• _REQUIRED ACTION_: From the records below, extract only the lines running from the line with "middle pip: (4, 494)" to the line with "middle pip: (575, 475)", both lines included, reproducing them exactly.

• _MATERIAL FOR THIS TASK_:
Content starts
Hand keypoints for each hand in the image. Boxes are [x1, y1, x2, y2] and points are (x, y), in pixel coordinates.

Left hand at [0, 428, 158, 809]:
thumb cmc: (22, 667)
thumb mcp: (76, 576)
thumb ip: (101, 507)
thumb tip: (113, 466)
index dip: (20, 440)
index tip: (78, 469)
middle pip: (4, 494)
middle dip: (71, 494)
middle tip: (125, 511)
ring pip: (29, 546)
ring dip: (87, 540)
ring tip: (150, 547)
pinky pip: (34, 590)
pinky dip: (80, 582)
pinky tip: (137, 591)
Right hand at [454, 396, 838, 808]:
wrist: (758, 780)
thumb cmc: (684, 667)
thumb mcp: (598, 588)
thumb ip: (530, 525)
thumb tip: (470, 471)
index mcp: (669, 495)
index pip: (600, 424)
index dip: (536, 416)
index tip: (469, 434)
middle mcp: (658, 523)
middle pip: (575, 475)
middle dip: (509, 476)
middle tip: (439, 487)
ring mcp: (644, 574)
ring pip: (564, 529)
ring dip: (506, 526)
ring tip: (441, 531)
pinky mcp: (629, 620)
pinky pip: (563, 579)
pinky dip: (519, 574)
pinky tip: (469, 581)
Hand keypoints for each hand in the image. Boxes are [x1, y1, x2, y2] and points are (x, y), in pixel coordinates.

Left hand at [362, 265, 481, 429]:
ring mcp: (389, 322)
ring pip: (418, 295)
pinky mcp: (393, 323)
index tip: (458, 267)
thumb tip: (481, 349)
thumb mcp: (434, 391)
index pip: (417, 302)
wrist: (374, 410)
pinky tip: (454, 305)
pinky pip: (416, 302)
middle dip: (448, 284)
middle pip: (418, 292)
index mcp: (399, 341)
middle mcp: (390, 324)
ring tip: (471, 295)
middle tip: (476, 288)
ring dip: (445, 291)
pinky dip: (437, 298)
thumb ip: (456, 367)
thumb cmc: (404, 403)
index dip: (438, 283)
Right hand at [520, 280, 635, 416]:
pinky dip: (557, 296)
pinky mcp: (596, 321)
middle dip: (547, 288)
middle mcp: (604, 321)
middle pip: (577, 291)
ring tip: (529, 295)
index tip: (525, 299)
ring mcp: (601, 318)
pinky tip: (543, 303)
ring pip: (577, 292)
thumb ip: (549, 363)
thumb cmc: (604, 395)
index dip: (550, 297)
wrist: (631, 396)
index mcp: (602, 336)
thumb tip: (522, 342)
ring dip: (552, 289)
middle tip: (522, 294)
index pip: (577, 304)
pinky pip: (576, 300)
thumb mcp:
Content ends
• _REPLY_:
middle pip: (4, 494)
middle dip: (71, 494)
middle tip: (125, 511)
ring pip: (29, 546)
ring dip: (87, 540)
ring tip: (150, 547)
pinky pip: (34, 590)
pinky dip: (80, 582)
pinky tip: (137, 591)
Right hand at [454, 396, 838, 808]:
wrist: (758, 780)
thumb cmc: (684, 667)
thumb mcp: (598, 588)
thumb ip: (530, 525)
thumb tip: (470, 471)
index mcp: (669, 495)
index pip: (600, 424)
index dip: (536, 416)
index tip: (469, 434)
middle mcp: (658, 523)
middle pip: (575, 475)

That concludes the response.